For one thing, the shows referenced aren’t what most think of as “Paris Fashion Week” proper at all. No, as you the knowledgeable fashion reader knows, these are actually the “haute couture” shows.
Which means, yes, the noble San Franciscan scribes are correct that this is not the nice, familiar stuff we might see on the rack at JC Penney or Target. Not that there’s anything wrong with either of those stores. (Have you seen the Levis selection at JC Penney, lately? Pretty awesome, actually. And Target seems to have better stuff than Macy’s half the time. Editorial opinion.)
No, “haute couture” (which cleverly translates to “high fashion,” those being the French words for “high” and “fashion,” respectively), is more of designers creating a bit of fun visual art, for the very bold few who really want to have fun with it. Think if it more as “designers talking to designers.” Or “designers talking to those who like fashion, and — you know, maybe think it could actually be fun.”
But as we know, most writers online are trying to get ad clicks from enraged readers who want to gape and guffaw in between their other fixes of anger-tainment in the form of articles filled with pointless political bickering or the rage-a-halls of nightmarish sites like Jezebel or Gawker, and hey — there’s really nothing wrong with that, ultimately. Everyone has to make a buck, right?
Except that there seems to a trend of “dumbed down” writing out there that’s just a bit scary. We recently saw a “major motion picture” (yep, that major) with Christian Bale where a character said: “You seem to be something of a prodigal student.”
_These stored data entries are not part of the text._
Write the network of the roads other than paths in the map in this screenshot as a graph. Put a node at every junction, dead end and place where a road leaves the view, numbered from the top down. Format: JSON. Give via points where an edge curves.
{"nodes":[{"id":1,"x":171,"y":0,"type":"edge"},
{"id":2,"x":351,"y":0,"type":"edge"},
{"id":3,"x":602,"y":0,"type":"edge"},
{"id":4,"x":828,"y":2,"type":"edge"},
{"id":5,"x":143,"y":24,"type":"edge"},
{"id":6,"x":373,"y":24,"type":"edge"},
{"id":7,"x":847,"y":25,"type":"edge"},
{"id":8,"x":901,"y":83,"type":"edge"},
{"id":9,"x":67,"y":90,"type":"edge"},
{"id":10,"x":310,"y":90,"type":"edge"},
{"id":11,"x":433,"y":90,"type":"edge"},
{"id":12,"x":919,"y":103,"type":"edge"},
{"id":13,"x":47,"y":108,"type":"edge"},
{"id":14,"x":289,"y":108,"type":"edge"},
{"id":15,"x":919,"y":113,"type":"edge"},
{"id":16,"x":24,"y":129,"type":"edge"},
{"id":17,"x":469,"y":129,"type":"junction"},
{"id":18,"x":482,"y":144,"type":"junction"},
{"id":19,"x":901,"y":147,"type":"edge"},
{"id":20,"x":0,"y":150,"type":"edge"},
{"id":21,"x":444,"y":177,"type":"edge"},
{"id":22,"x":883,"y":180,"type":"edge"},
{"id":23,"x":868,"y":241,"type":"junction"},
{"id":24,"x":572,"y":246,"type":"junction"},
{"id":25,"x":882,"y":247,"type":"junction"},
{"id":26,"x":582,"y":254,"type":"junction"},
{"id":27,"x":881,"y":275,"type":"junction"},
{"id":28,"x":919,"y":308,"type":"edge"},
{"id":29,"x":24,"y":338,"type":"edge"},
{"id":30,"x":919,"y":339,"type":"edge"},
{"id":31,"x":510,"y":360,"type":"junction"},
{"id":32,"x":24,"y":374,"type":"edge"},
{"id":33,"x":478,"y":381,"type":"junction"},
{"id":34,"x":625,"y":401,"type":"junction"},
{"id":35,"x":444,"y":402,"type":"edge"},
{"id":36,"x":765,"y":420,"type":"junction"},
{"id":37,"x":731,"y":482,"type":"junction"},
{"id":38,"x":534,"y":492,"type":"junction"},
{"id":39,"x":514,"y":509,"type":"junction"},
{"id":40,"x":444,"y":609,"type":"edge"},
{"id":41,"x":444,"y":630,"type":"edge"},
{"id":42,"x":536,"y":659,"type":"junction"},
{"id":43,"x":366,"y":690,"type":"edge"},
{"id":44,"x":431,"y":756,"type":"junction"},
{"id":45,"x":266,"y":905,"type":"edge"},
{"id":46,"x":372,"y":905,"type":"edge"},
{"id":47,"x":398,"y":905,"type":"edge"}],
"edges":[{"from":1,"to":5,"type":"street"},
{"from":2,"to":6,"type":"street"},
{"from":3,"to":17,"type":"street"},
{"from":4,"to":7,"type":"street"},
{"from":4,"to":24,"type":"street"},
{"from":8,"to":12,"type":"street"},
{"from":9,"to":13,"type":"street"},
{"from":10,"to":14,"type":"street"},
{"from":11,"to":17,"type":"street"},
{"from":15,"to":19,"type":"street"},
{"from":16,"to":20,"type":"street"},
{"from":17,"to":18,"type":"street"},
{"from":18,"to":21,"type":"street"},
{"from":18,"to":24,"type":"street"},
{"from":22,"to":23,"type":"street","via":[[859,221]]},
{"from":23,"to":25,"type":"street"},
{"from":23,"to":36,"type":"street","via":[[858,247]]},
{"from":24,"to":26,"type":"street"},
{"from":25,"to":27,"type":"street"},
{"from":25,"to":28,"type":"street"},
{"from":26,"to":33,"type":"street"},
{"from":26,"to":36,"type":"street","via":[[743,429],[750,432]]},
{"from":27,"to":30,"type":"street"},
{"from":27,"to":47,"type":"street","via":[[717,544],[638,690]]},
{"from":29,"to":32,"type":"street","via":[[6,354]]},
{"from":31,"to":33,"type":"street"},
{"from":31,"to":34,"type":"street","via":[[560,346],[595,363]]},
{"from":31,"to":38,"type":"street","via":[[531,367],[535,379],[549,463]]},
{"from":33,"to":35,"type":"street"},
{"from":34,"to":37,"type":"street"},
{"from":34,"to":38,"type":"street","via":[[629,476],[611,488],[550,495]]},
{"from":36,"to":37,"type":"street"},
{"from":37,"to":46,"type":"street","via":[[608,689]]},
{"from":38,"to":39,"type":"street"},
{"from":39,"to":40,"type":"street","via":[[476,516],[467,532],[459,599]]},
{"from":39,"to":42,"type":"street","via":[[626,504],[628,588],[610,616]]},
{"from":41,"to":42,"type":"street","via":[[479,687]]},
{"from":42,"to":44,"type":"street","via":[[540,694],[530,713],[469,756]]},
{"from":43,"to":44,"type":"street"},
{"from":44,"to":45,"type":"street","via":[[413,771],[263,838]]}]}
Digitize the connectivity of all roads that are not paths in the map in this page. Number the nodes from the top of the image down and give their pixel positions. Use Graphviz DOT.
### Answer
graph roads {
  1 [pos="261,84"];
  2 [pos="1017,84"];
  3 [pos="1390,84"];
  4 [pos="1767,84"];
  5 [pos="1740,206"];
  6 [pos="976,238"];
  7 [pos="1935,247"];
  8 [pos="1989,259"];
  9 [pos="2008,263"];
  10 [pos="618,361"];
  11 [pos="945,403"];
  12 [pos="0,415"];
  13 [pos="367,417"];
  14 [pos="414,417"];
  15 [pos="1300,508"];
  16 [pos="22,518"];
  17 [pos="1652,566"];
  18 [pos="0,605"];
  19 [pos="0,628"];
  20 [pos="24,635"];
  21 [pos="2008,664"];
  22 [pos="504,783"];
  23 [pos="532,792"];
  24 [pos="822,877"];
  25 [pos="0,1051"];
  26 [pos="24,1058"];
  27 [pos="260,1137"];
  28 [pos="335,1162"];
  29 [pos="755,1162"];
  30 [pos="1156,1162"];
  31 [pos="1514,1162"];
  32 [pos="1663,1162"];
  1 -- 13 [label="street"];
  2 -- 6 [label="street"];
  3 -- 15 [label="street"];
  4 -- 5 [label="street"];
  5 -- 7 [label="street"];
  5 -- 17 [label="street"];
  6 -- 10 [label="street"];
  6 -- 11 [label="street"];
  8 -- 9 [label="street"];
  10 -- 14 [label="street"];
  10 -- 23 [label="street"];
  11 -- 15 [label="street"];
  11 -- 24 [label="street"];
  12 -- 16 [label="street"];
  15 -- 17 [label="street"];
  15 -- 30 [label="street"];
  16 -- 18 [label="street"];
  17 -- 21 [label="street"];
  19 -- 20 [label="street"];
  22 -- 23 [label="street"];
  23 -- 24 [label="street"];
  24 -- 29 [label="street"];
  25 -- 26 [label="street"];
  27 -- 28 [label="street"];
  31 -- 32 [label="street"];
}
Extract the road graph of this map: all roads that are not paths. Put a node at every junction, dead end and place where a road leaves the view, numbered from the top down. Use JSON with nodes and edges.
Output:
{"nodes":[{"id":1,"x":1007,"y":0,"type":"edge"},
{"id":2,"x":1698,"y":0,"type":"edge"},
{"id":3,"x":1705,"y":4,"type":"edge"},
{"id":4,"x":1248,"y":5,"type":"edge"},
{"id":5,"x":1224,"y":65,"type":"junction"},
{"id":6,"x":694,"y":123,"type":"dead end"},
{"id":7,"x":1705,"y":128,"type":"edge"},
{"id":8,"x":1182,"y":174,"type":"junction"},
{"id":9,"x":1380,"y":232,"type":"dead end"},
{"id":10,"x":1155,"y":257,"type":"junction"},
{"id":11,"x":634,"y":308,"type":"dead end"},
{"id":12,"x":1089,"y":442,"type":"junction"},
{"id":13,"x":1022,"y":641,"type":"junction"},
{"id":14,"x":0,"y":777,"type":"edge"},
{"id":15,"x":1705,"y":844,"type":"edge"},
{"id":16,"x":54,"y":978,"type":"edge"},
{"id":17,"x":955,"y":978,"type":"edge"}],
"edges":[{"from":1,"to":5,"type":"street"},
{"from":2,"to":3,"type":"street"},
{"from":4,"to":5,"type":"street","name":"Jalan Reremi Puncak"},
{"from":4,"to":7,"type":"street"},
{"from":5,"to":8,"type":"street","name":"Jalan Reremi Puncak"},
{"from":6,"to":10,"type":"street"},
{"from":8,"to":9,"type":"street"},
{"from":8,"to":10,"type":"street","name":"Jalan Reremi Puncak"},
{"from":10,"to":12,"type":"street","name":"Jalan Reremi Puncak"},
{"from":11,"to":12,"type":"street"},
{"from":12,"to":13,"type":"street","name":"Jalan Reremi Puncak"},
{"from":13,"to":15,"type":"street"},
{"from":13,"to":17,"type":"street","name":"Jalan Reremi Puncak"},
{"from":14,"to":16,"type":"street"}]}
(“Prodigal” presumably meaning “prodigy” … as in “mad skills.”)
Except “prodigal” means “spendthrift” — as in “likin’ to spend mad money” — something else entirely.
But did anyone proofread, copy edit, or otherwise fact-check that basic bit of grammar, anywhere from conception to revision to production? Apparently, this sort of accuracy is (to borrow a term from fashion), somewhat out of vogue.
What’s the point, SFGate writers?
You are correct that no, haute couture isn’t for everyone. And no, it isn’t for “better” or “worse” people.
It’s for people who like fashion.
And if you don’t like fashion, you could always write about, say, nachos.
We love nachos!
p.s. We have to admit, the little Iris van Herpen raptor-on-the-shoulder is sort of funny. And please excuse all the typos in this article. See? We’re not so smart.